En ese otro tiempo, el 2001 de la crónica de Dillon, la frase vuelve y –lo cifrado en la posibilidad que abre la primera parte del sintagma, “si me muero…”– activa otras resonancias que dan cuentan de las trabas burocráticas de acceso a la medicación, la falta de medicamentos o las entregas fraccionadas formuladas en términos de denuncia pública y política.

 

El cuerpo como sede de auscultación

 

Como veremos en las otras dos crónicas que nos ocupan centradas sobre el COVID-19, hay un poder de la enfermedad que consiste en volver presente el cuerpo, ponerlo en primer plano, devolverle el estatuto de su materialidad. En el marco de la cronicidad, de la convivencia con el virus, el cuerpo se torna sede de una auscultación, de una inspección permanente que en diversas entradas las crónicas dejan leer registrando tanto momentos de bienestar como trayectos que apuntan ciertas recaídas:

 

[...] me convierto en una cámara oculta de mí misma. Analizo mi respiración. Controlo mi forma de comer. Escucho cada sonido de mi cuerpo [...] Me deja sola analizando cada secreción, cada secreto mensaje de mi cuerpo. Esta evaluación es un trabajo que nadie puede hacer por mí. Me enfrenta a esas elecciones que hago todos los días. Tomar una cerveza con mis amigos es a la vez un buen momento y la culpa inconfesable de que no estoy haciendo todo lo que puedo para conservar mi salud. (Dillon, Vivir con virus. Relatos de la vida cotidiana 52).

 

La indagación sobre el cuerpo y sus estados, las rutinas ligadas a la toma cotidiana de las pastillas, los efectos colaterales que producen, los modos de control y sujeción que los tratamientos imponen, los límites siempre difusos entre lo seguro, y lo recomendable en torno a la efectividad del tratamiento configuran líneas de sentido que atraviesan las crónicas dando cuenta de esa experiencia que es convivir con virus. Una experiencia que tal como la lee Lina Meruane en Viajes virales. La crisis del contagio global en la escritura del sida:

 

[...] elude el discurso simplista de la responsabilidad y el castigo; evita además, sagazmente, el tropo de la violencia doméstica heterosexual que opone a los hombres y mujeres, se niega a ver a las mujeres en el eje de la prostituta y la santa, y pone al desnudo las infinitas contradicciones del vivir con virus, privada y públicamente (109)

 

Las crónicas articulan un tiempo que, por un lado se encuentra ‘ensombrecido’ por la presencia del virus que exige un régimen complejo de atención pautado por el tratamiento farmacológico constante, pero por otro –e innumerables relatos dan cuenta de esto– hay una dimensión vital que se juega en la partida de cada día que la escritura celebra.

 

Ana Longoni. “No tener olfato”

 

La crónica de Longoni[3] “No tener olfato” capta, centrándose en uno de los síntomas singulares que produce la infección, la vulnerabilidad de un cuerpo ante un virus que nos deja solos y aísla. Las medidas que nos protegen son las mismas que nos dejan sin contacto.

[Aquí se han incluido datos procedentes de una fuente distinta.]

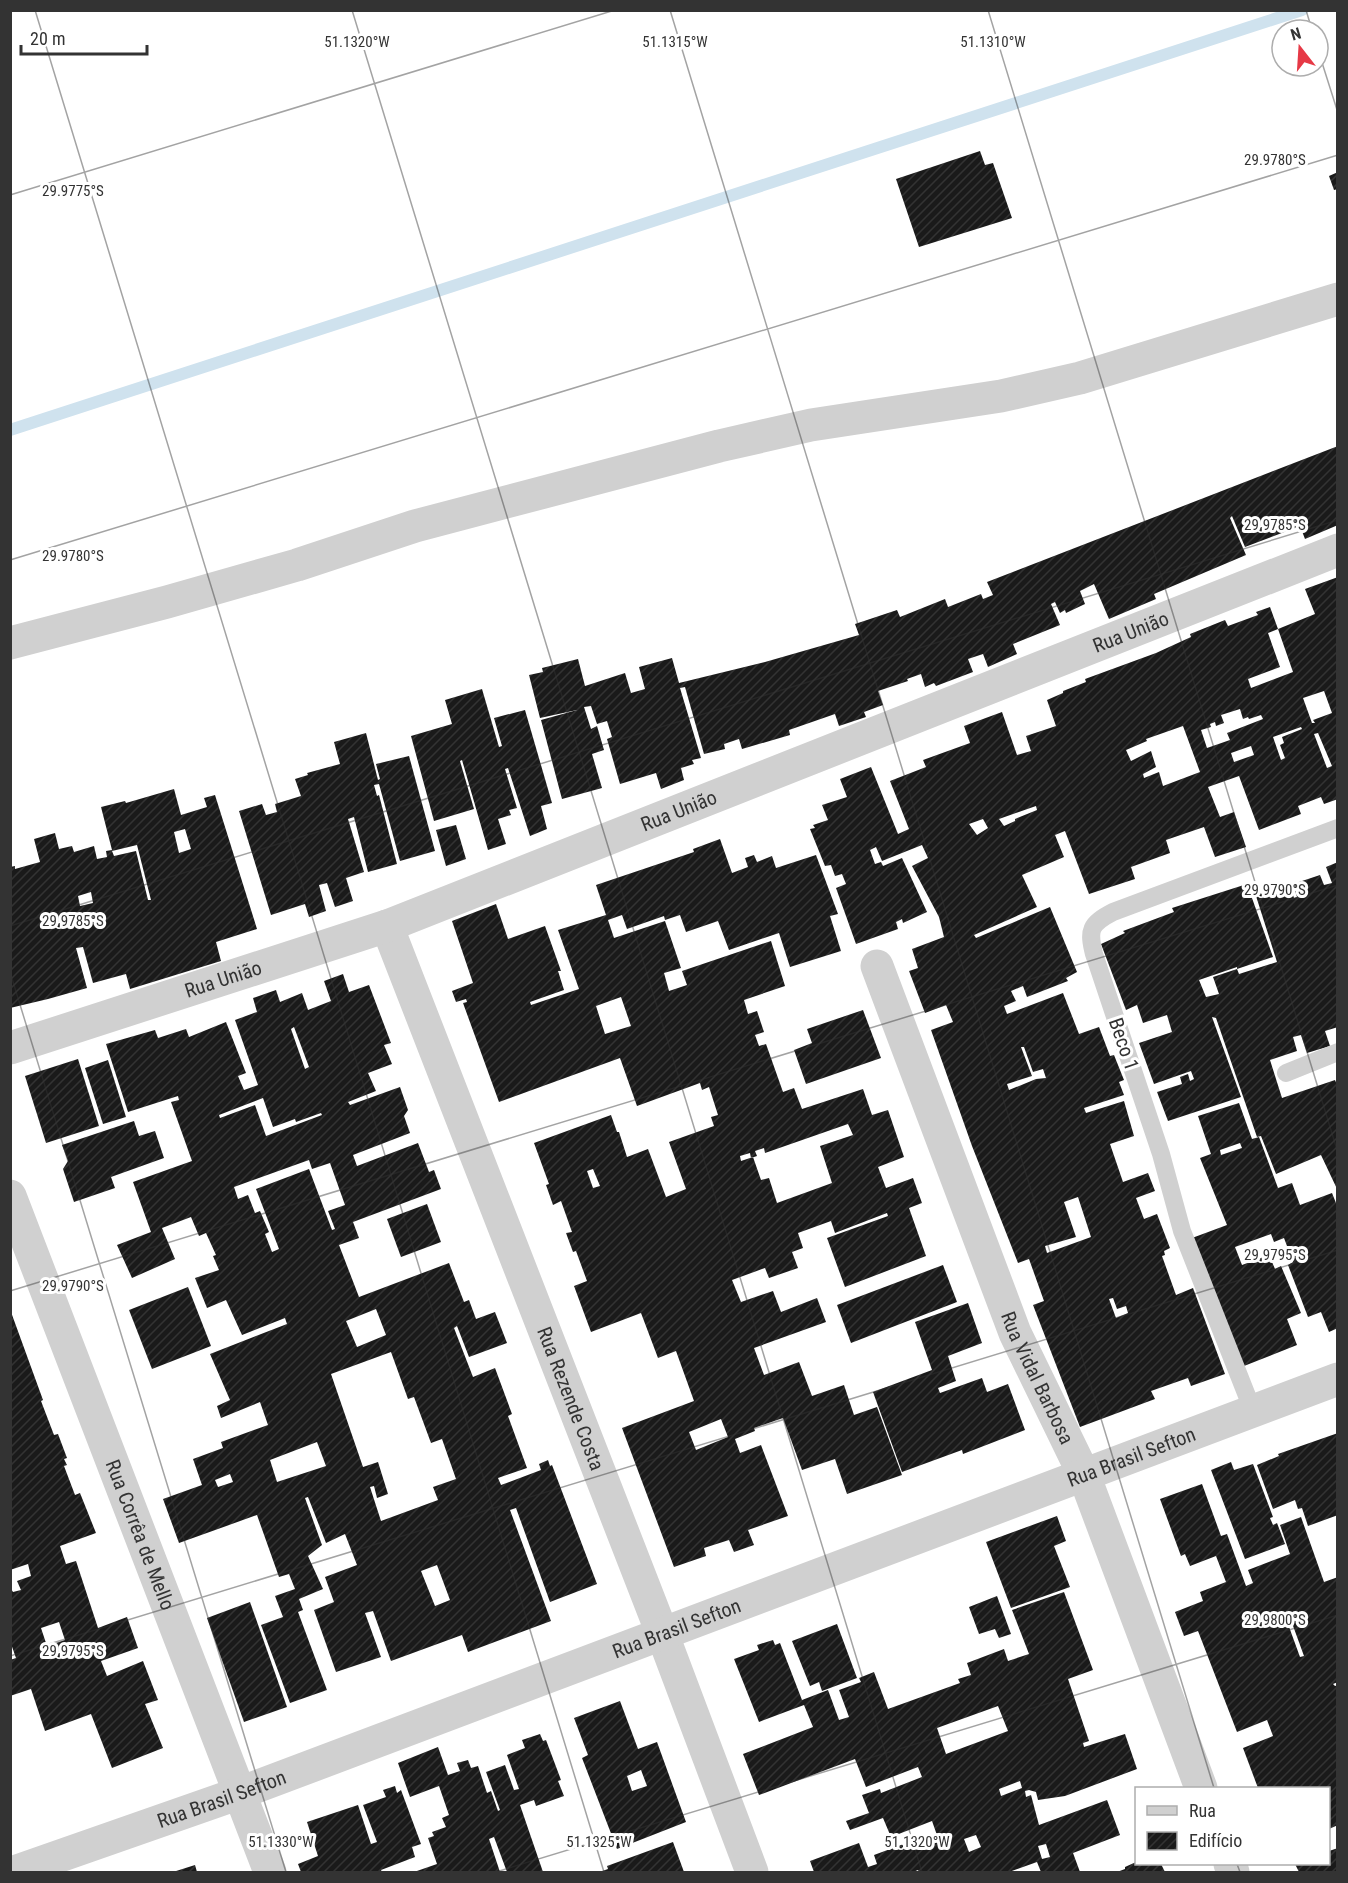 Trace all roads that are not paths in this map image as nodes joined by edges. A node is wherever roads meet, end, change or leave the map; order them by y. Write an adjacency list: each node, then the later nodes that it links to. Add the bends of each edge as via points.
1 (1338, 299): 3 (street, via 1068,381 958,404 811,424 708,449 415,526 265,574)
2 (1338, 550): 5 (street, Rua União)
3 (10, 644)
4 (1338, 828): 12 (lane, Beco 1, via 1113,912 1092,926 1090,939 1182,1230)
5 (387, 926): 7 (street, Rua União); 14 (street, Rua Rezende Costa)
6 (877, 966): 13 (street, Rua Vidal Barbosa, via 1015,1333)
7 (10, 1048)
8 (1338, 1052): 9 (lane)
9 (1286, 1073)
10 (10, 1196): 16 (street, Rua Corrêa de Mello)
11 (1338, 1379): 12 (street, Rua Brasil Sefton)
12 (1253, 1411): 13 (street, Rua Brasil Sefton)
13 (1084, 1475): 14 (street, Rua Brasil Sefton); 15 (street, Rua Vidal Barbosa)
14 (662, 1633): 16 (street, Rua Brasil Sefton); 19 (street, Rua Rezende Costa)
15 (1202, 1787)
16 (240, 1793): 17 (street, Rua Brasil Sefton); 18 (street, Rua Corrêa de Mello)
17 (14, 1872)
18 (270, 1872)
19 (752, 1872)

El relato traza un tiempo que se abre entre la detección de los síntomas y la aparición de los primeros signos de recuperación.

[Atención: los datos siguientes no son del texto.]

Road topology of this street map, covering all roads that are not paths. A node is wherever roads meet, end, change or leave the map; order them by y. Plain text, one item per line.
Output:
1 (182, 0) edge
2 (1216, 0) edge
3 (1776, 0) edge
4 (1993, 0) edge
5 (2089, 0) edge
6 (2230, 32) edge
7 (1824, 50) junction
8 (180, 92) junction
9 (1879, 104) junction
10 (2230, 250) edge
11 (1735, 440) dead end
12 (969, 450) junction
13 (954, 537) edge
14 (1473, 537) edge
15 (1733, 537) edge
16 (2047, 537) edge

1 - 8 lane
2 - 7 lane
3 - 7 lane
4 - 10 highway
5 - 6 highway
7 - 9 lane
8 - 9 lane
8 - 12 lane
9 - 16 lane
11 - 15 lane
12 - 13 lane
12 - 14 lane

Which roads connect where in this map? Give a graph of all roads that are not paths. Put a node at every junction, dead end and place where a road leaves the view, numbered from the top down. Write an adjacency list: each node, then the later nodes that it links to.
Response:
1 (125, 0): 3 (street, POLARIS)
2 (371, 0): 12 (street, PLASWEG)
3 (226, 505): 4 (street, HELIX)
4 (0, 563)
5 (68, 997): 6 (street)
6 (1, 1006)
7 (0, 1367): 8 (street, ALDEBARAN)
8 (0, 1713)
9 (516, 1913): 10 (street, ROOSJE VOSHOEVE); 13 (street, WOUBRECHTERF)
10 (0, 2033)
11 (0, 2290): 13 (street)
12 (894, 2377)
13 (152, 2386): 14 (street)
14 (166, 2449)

            El sentido del olfato, su pérdida se lee como contigüidad del encierro. Un encierro que al separarnos de los otros parece clausurar y obliterar todos nuestros sentidos. No podemos tocarnos y solo nos miramos y oímos a través de la mediación de las pantallas.

            El cuerpo tal como lo compone este relato –focalizado en la experiencia singular de uno de los síntomas leves que produce la enfermedad que suele ir acompañado de la falta del sentido del gusto también– aparece como un territorio “ensimismado, aletargado, reducido”[4].  “En desconexión”, “en retirada” como se lee en algún otro fragmento.

            Si los sentidos funcionan como un modo de orientación en el mundo, su pérdida implica la acentuación exacta de su contraste: la desorientación. Para Longoni “oler es el sentido más animal”. Funciona como un recurso de alerta, posibilita “intuir y movernos anticipando los movimientos de los demás”, ya sea como señal que nos advierte el peligro o como signo que activa la posibilidad del resguardo. Escrita desde la ciudad de Madrid –e inmersa en el espacio urbano enrarecido y marcado por la temporalidad de los primeros días de la cuarentena– la crónica compone dos paisajes que remiten a los animales de Argentina. La liebre que huye por la llanura advertida del peligro y la pingüinera de Punta Tombo en la Patagonia donde los animales reconocen su cueva –en tanto espacio de refugio y protección– guiados por el olfato.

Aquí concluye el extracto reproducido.